(Stored items)
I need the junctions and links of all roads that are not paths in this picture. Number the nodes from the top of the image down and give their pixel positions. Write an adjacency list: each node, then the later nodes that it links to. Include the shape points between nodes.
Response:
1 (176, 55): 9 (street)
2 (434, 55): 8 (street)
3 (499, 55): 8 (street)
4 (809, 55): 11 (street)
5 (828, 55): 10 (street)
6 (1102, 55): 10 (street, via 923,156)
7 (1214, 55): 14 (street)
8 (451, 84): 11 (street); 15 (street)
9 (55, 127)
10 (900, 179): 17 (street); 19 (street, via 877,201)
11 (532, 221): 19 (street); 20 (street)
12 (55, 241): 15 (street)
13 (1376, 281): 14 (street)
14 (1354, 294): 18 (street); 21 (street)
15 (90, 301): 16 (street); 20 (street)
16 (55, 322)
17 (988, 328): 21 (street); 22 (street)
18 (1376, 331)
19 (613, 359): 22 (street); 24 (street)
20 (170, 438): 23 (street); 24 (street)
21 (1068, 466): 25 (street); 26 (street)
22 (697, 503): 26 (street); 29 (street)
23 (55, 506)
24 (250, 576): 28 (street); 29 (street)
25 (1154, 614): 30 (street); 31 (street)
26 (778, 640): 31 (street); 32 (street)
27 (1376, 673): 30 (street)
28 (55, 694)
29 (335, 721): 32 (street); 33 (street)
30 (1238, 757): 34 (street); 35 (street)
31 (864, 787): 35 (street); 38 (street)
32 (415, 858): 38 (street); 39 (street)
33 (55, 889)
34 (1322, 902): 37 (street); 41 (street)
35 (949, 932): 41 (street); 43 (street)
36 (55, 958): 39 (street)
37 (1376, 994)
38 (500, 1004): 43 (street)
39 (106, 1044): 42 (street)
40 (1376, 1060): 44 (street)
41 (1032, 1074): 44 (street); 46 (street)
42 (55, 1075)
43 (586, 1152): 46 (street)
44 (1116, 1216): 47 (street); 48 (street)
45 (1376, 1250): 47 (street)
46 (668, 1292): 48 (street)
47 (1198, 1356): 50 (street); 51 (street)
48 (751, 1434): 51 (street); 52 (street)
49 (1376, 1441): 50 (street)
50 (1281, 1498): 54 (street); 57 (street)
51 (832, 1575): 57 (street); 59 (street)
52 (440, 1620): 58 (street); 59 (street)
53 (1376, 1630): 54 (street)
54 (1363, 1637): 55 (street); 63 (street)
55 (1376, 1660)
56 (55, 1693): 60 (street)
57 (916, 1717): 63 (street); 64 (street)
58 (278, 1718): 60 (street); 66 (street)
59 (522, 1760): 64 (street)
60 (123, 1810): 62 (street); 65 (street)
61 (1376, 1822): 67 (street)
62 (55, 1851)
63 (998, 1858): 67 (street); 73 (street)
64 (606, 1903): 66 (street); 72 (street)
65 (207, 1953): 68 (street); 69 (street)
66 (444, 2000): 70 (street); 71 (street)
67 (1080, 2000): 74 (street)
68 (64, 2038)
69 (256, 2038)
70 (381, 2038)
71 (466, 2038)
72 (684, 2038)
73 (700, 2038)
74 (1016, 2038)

▸ TASK DESCRIPTION
Return every line above exactly as it stands.

▸ RESPONSE TO THIS EXERCISE
I need the junctions and links of all roads that are not paths in this picture. Number the nodes from the top of the image down and give their pixel positions. Write an adjacency list: each node, then the later nodes that it links to. Include the shape points between nodes.
Response:
1 (176, 55): 9 (street)
2 (434, 55): 8 (street)
3 (499, 55): 8 (street)
4 (809, 55): 11 (street)
5 (828, 55): 10 (street)
6 (1102, 55): 10 (street, via 923,156)
7 (1214, 55): 14 (street)
8 (451, 84): 11 (street); 15 (street)
9 (55, 127)
10 (900, 179): 17 (street); 19 (street, via 877,201)
11 (532, 221): 19 (street); 20 (street)
12 (55, 241): 15 (street)
13 (1376, 281): 14 (street)
14 (1354, 294): 18 (street); 21 (street)
15 (90, 301): 16 (street); 20 (street)
16 (55, 322)
17 (988, 328): 21 (street); 22 (street)
18 (1376, 331)
19 (613, 359): 22 (street); 24 (street)
20 (170, 438): 23 (street); 24 (street)
21 (1068, 466): 25 (street); 26 (street)
22 (697, 503): 26 (street); 29 (street)
23 (55, 506)
24 (250, 576): 28 (street); 29 (street)
25 (1154, 614): 30 (street); 31 (street)
26 (778, 640): 31 (street); 32 (street)
27 (1376, 673): 30 (street)
28 (55, 694)
29 (335, 721): 32 (street); 33 (street)
30 (1238, 757): 34 (street); 35 (street)
31 (864, 787): 35 (street); 38 (street)
32 (415, 858): 38 (street); 39 (street)
33 (55, 889)
34 (1322, 902): 37 (street); 41 (street)
35 (949, 932): 41 (street); 43 (street)
36 (55, 958): 39 (street)
37 (1376, 994)
38 (500, 1004): 43 (street)
39 (106, 1044): 42 (street)
40 (1376, 1060): 44 (street)
41 (1032, 1074): 44 (street); 46 (street)
42 (55, 1075)
43 (586, 1152): 46 (street)
44 (1116, 1216): 47 (street); 48 (street)
45 (1376, 1250): 47 (street)
46 (668, 1292): 48 (street)
47 (1198, 1356): 50 (street); 51 (street)
48 (751, 1434): 51 (street); 52 (street)
49 (1376, 1441): 50 (street)
50 (1281, 1498): 54 (street); 57 (street)
51 (832, 1575): 57 (street); 59 (street)
52 (440, 1620): 58 (street); 59 (street)
53 (1376, 1630): 54 (street)
54 (1363, 1637): 55 (street); 63 (street)
55 (1376, 1660)
56 (55, 1693): 60 (street)
57 (916, 1717): 63 (street); 64 (street)
58 (278, 1718): 60 (street); 66 (street)
59 (522, 1760): 64 (street)
60 (123, 1810): 62 (street); 65 (street)
61 (1376, 1822): 67 (street)
62 (55, 1851)
63 (998, 1858): 67 (street); 73 (street)
64 (606, 1903): 66 (street); 72 (street)
65 (207, 1953): 68 (street); 69 (street)
66 (444, 2000): 70 (street); 71 (street)
67 (1080, 2000): 74 (street)
68 (64, 2038)
69 (256, 2038)
70 (381, 2038)
71 (466, 2038)
72 (684, 2038)
73 (700, 2038)
74 (1016, 2038)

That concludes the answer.